**Try it**
Below are some records; output all of them exactly as they read.

**Provided records**
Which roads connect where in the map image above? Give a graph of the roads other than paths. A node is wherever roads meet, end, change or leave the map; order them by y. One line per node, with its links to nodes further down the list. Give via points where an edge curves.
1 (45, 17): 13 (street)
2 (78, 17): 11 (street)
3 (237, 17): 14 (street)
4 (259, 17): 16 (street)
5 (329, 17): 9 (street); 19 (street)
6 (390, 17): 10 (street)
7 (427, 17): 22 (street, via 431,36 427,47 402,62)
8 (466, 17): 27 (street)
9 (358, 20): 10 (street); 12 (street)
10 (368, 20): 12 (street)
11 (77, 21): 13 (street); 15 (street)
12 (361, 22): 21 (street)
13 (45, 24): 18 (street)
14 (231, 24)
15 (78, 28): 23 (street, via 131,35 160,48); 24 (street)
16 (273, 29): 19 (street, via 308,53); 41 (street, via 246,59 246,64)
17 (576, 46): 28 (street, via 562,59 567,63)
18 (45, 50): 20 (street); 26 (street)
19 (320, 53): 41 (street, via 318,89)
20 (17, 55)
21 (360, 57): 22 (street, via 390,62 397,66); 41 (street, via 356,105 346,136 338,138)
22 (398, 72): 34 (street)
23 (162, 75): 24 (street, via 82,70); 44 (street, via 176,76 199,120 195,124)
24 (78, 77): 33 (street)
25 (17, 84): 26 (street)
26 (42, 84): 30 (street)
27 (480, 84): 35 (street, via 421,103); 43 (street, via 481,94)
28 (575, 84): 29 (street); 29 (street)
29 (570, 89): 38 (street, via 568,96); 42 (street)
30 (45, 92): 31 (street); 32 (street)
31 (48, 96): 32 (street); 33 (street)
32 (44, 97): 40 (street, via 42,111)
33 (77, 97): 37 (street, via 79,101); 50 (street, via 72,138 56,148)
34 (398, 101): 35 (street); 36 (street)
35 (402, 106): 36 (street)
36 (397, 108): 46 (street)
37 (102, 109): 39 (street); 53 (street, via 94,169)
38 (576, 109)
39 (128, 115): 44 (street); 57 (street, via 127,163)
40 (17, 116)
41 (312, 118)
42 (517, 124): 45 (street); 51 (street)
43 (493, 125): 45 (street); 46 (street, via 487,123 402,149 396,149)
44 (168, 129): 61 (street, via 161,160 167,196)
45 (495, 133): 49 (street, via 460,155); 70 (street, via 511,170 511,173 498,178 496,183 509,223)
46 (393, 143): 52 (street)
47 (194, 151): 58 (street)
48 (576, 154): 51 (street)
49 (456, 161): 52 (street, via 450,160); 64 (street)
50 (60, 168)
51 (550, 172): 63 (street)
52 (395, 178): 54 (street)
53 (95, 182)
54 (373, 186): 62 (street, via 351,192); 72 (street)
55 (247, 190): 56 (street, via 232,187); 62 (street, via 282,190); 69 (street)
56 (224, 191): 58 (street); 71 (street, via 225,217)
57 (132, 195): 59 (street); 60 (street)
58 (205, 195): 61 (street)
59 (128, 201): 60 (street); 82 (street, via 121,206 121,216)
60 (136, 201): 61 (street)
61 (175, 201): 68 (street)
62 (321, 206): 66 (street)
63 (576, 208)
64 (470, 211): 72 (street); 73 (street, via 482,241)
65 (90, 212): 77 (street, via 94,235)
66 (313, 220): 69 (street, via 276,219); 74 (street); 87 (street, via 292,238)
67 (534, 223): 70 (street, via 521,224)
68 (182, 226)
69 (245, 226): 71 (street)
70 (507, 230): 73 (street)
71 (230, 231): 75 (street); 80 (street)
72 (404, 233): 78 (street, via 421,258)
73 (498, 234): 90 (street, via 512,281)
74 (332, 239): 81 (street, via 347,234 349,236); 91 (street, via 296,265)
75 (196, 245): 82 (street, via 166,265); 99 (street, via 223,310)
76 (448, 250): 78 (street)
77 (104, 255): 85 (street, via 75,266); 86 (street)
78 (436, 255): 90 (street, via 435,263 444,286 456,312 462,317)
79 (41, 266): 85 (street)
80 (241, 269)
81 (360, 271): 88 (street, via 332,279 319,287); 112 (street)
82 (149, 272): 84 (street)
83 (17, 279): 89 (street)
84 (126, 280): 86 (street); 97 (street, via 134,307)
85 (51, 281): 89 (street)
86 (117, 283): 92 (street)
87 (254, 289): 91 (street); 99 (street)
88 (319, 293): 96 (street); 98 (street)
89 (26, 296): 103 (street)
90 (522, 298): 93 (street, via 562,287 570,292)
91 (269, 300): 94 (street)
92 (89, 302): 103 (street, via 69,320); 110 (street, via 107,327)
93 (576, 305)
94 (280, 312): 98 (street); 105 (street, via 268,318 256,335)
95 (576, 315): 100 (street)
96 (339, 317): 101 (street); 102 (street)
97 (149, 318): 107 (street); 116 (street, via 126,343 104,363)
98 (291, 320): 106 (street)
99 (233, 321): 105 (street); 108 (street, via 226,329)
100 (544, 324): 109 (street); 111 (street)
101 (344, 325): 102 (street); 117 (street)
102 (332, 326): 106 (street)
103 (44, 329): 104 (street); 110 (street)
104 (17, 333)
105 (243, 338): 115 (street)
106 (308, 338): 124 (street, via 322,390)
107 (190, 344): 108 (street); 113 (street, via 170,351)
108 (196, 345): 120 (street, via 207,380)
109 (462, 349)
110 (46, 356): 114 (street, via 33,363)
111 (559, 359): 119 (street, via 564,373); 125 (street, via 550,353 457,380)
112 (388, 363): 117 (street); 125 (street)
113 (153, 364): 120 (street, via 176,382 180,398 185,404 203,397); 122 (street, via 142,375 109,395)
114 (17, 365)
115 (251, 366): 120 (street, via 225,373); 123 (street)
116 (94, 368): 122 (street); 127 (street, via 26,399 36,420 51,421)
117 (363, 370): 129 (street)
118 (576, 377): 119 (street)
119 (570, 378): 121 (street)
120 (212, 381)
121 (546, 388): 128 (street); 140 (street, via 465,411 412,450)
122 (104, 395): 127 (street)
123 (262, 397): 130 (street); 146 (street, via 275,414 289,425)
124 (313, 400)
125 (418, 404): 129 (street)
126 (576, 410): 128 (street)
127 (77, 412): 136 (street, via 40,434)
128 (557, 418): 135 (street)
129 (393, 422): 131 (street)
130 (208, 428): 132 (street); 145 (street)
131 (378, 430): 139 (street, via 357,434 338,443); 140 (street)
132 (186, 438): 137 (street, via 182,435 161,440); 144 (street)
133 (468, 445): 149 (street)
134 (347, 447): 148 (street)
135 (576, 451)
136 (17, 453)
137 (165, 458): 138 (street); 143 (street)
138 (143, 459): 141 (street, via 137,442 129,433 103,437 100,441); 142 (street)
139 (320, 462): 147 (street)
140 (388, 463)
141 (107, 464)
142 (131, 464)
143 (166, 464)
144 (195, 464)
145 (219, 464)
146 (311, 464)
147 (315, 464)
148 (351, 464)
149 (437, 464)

**Task solution**
Which roads connect where in the map image above? Give a graph of the roads other than paths. A node is wherever roads meet, end, change or leave the map; order them by y. One line per node, with its links to nodes further down the list. Give via points where an edge curves.
1 (45, 17): 13 (street)
2 (78, 17): 11 (street)
3 (237, 17): 14 (street)
4 (259, 17): 16 (street)
5 (329, 17): 9 (street); 19 (street)
6 (390, 17): 10 (street)
7 (427, 17): 22 (street, via 431,36 427,47 402,62)
8 (466, 17): 27 (street)
9 (358, 20): 10 (street); 12 (street)
10 (368, 20): 12 (street)
11 (77, 21): 13 (street); 15 (street)
12 (361, 22): 21 (street)
13 (45, 24): 18 (street)
14 (231, 24)
15 (78, 28): 23 (street, via 131,35 160,48); 24 (street)
16 (273, 29): 19 (street, via 308,53); 41 (street, via 246,59 246,64)
17 (576, 46): 28 (street, via 562,59 567,63)
18 (45, 50): 20 (street); 26 (street)
19 (320, 53): 41 (street, via 318,89)
20 (17, 55)
21 (360, 57): 22 (street, via 390,62 397,66); 41 (street, via 356,105 346,136 338,138)
22 (398, 72): 34 (street)
23 (162, 75): 24 (street, via 82,70); 44 (street, via 176,76 199,120 195,124)
24 (78, 77): 33 (street)
25 (17, 84): 26 (street)
26 (42, 84): 30 (street)
27 (480, 84): 35 (street, via 421,103); 43 (street, via 481,94)
28 (575, 84): 29 (street); 29 (street)
29 (570, 89): 38 (street, via 568,96); 42 (street)
30 (45, 92): 31 (street); 32 (street)
31 (48, 96): 32 (street); 33 (street)
32 (44, 97): 40 (street, via 42,111)
33 (77, 97): 37 (street, via 79,101); 50 (street, via 72,138 56,148)
34 (398, 101): 35 (street); 36 (street)
35 (402, 106): 36 (street)
36 (397, 108): 46 (street)
37 (102, 109): 39 (street); 53 (street, via 94,169)
38 (576, 109)
39 (128, 115): 44 (street); 57 (street, via 127,163)
40 (17, 116)
41 (312, 118)
42 (517, 124): 45 (street); 51 (street)
43 (493, 125): 45 (street); 46 (street, via 487,123 402,149 396,149)
44 (168, 129): 61 (street, via 161,160 167,196)
45 (495, 133): 49 (street, via 460,155); 70 (street, via 511,170 511,173 498,178 496,183 509,223)
46 (393, 143): 52 (street)
47 (194, 151): 58 (street)
48 (576, 154): 51 (street)
49 (456, 161): 52 (street, via 450,160); 64 (street)
50 (60, 168)
51 (550, 172): 63 (street)
52 (395, 178): 54 (street)
53 (95, 182)
54 (373, 186): 62 (street, via 351,192); 72 (street)
55 (247, 190): 56 (street, via 232,187); 62 (street, via 282,190); 69 (street)
56 (224, 191): 58 (street); 71 (street, via 225,217)
57 (132, 195): 59 (street); 60 (street)
58 (205, 195): 61 (street)
59 (128, 201): 60 (street); 82 (street, via 121,206 121,216)
60 (136, 201): 61 (street)
61 (175, 201): 68 (street)
62 (321, 206): 66 (street)
63 (576, 208)
64 (470, 211): 72 (street); 73 (street, via 482,241)
65 (90, 212): 77 (street, via 94,235)
66 (313, 220): 69 (street, via 276,219); 74 (street); 87 (street, via 292,238)
67 (534, 223): 70 (street, via 521,224)
68 (182, 226)
69 (245, 226): 71 (street)
70 (507, 230): 73 (street)
71 (230, 231): 75 (street); 80 (street)
72 (404, 233): 78 (street, via 421,258)
73 (498, 234): 90 (street, via 512,281)
74 (332, 239): 81 (street, via 347,234 349,236); 91 (street, via 296,265)
75 (196, 245): 82 (street, via 166,265); 99 (street, via 223,310)
76 (448, 250): 78 (street)
77 (104, 255): 85 (street, via 75,266); 86 (street)
78 (436, 255): 90 (street, via 435,263 444,286 456,312 462,317)
79 (41, 266): 85 (street)
80 (241, 269)
81 (360, 271): 88 (street, via 332,279 319,287); 112 (street)
82 (149, 272): 84 (street)
83 (17, 279): 89 (street)
84 (126, 280): 86 (street); 97 (street, via 134,307)
85 (51, 281): 89 (street)
86 (117, 283): 92 (street)
87 (254, 289): 91 (street); 99 (street)
88 (319, 293): 96 (street); 98 (street)
89 (26, 296): 103 (street)
90 (522, 298): 93 (street, via 562,287 570,292)
91 (269, 300): 94 (street)
92 (89, 302): 103 (street, via 69,320); 110 (street, via 107,327)
93 (576, 305)
94 (280, 312): 98 (street); 105 (street, via 268,318 256,335)
95 (576, 315): 100 (street)
96 (339, 317): 101 (street); 102 (street)
97 (149, 318): 107 (street); 116 (street, via 126,343 104,363)
98 (291, 320): 106 (street)
99 (233, 321): 105 (street); 108 (street, via 226,329)
100 (544, 324): 109 (street); 111 (street)
101 (344, 325): 102 (street); 117 (street)
102 (332, 326): 106 (street)
103 (44, 329): 104 (street); 110 (street)
104 (17, 333)
105 (243, 338): 115 (street)
106 (308, 338): 124 (street, via 322,390)
107 (190, 344): 108 (street); 113 (street, via 170,351)
108 (196, 345): 120 (street, via 207,380)
109 (462, 349)
110 (46, 356): 114 (street, via 33,363)
111 (559, 359): 119 (street, via 564,373); 125 (street, via 550,353 457,380)
112 (388, 363): 117 (street); 125 (street)
113 (153, 364): 120 (street, via 176,382 180,398 185,404 203,397); 122 (street, via 142,375 109,395)
114 (17, 365)
115 (251, 366): 120 (street, via 225,373); 123 (street)
116 (94, 368): 122 (street); 127 (street, via 26,399 36,420 51,421)
117 (363, 370): 129 (street)
118 (576, 377): 119 (street)
119 (570, 378): 121 (street)
120 (212, 381)
121 (546, 388): 128 (street); 140 (street, via 465,411 412,450)
122 (104, 395): 127 (street)
123 (262, 397): 130 (street); 146 (street, via 275,414 289,425)
124 (313, 400)
125 (418, 404): 129 (street)
126 (576, 410): 128 (street)
127 (77, 412): 136 (street, via 40,434)
128 (557, 418): 135 (street)
129 (393, 422): 131 (street)
130 (208, 428): 132 (street); 145 (street)
131 (378, 430): 139 (street, via 357,434 338,443); 140 (street)
132 (186, 438): 137 (street, via 182,435 161,440); 144 (street)
133 (468, 445): 149 (street)
134 (347, 447): 148 (street)
135 (576, 451)
136 (17, 453)
137 (165, 458): 138 (street); 143 (street)
138 (143, 459): 141 (street, via 137,442 129,433 103,437 100,441); 142 (street)
139 (320, 462): 147 (street)
140 (388, 463)
141 (107, 464)
142 (131, 464)
143 (166, 464)
144 (195, 464)
145 (219, 464)
146 (311, 464)
147 (315, 464)
148 (351, 464)
149 (437, 464)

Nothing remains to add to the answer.